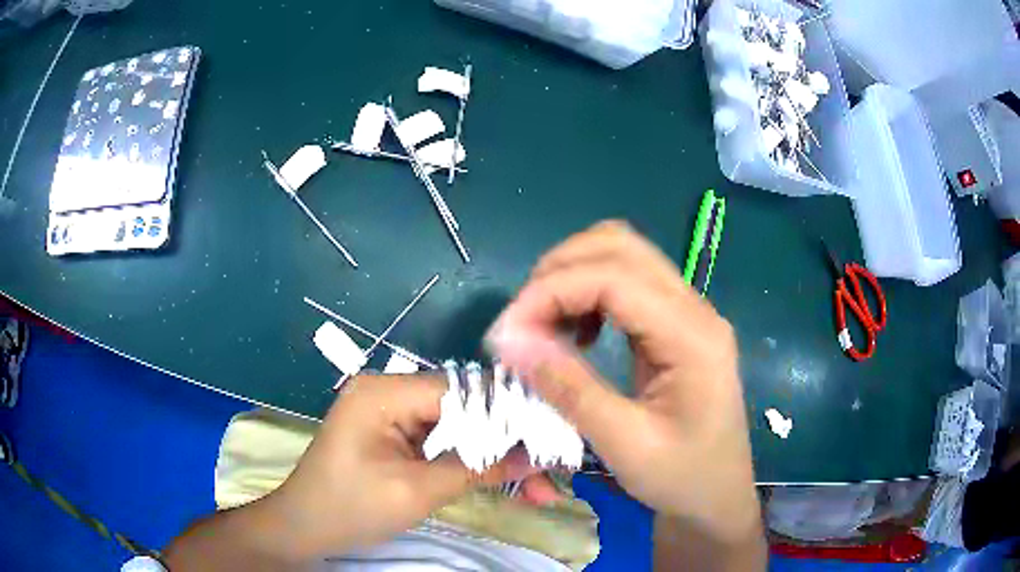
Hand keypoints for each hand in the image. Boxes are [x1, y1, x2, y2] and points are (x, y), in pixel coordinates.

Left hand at [264, 374, 549, 558]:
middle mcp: (389, 391)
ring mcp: (392, 414)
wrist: (303, 528)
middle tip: (552, 470)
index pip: (461, 390)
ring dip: (496, 457)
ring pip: (460, 428)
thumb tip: (536, 454)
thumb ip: (476, 468)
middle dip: (509, 442)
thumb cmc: (349, 508)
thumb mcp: (416, 491)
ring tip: (539, 486)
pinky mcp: (396, 435)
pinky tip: (506, 481)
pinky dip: (473, 463)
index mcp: (384, 391)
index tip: (554, 435)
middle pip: (465, 409)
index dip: (509, 412)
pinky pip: (444, 442)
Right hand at [486, 222, 762, 547]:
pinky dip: (588, 295)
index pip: (614, 276)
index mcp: (693, 336)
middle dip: (558, 272)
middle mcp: (695, 308)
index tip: (506, 331)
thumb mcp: (624, 443)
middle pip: (619, 246)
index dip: (551, 291)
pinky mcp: (676, 325)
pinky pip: (626, 285)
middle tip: (522, 324)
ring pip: (621, 257)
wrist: (718, 497)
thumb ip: (568, 387)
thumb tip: (508, 339)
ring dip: (572, 278)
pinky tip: (577, 335)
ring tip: (543, 327)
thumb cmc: (681, 479)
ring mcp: (688, 313)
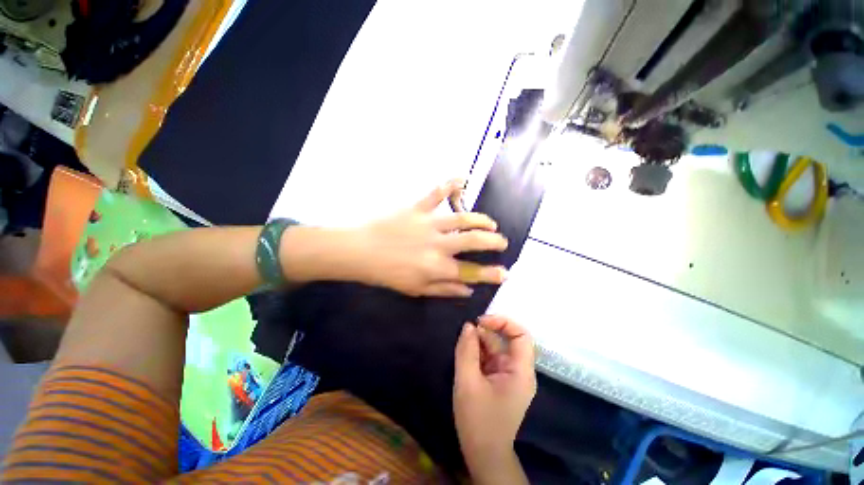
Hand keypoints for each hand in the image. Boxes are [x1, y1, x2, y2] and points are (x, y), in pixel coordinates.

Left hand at [348, 180, 508, 296]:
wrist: (360, 251)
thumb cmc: (387, 273)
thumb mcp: (416, 289)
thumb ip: (444, 289)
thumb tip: (468, 291)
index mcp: (437, 268)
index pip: (472, 272)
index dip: (491, 274)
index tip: (505, 273)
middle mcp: (438, 245)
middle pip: (474, 241)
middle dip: (493, 242)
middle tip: (501, 242)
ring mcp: (429, 224)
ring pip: (463, 218)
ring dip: (481, 220)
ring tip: (490, 223)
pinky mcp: (417, 208)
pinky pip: (436, 193)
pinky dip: (450, 185)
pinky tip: (461, 179)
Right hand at [453, 315, 535, 468]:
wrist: (483, 455)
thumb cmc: (478, 420)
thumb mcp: (467, 382)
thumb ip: (467, 351)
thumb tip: (468, 326)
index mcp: (520, 371)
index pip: (521, 335)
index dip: (503, 322)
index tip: (481, 321)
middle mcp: (519, 370)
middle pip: (507, 339)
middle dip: (486, 332)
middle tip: (465, 334)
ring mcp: (509, 375)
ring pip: (496, 348)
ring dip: (479, 343)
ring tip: (462, 346)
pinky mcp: (500, 380)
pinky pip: (490, 358)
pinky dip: (478, 353)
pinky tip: (465, 355)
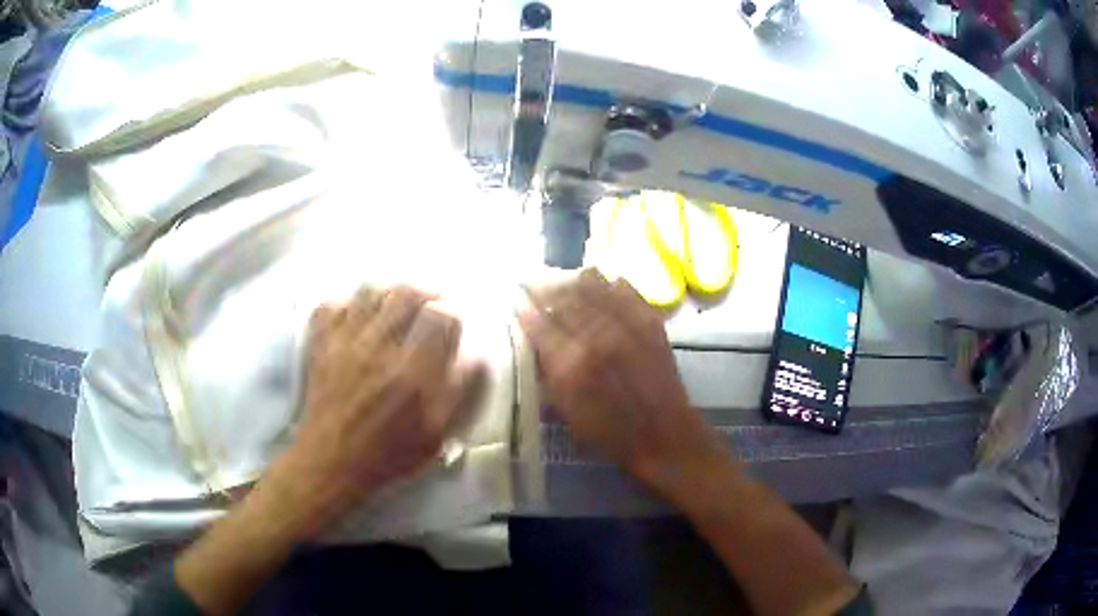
|---|
> PROBLEM
Using the data above, retype exactly the lines from the line with "index dip: (509, 412)" to the line with "thumb cmc: (387, 273)", inclusive. No pictures and nothing else.

> EXERCISE RESULT
index dip: (509, 412)
pinky pip: (444, 442)
Right hand at [486, 222, 762, 547]:
pinky dip: (588, 295)
index pip: (614, 276)
index mcp: (693, 336)
middle dip: (558, 272)
middle mcp: (695, 308)
index tip: (506, 331)
thumb mcp: (624, 443)
middle pip: (619, 246)
index dip: (551, 291)
pinky mcp: (676, 325)
pinky pip: (626, 285)
middle tip: (522, 324)
ring pip: (621, 257)
wrist: (718, 497)
thumb ip: (568, 387)
thumb tip: (508, 339)
ring dip: (572, 278)
pinky tip: (577, 335)
ring tip: (543, 327)
thumb cmc: (681, 479)
ring mcp: (688, 313)
Hand keypoints for each hand in the image. Boxes are [x1, y1, x2, y2] and points are (x, y), in pixel coordinates.

Left hand at [348, 180, 508, 296]:
wrist: (360, 251)
thumb cmc: (387, 273)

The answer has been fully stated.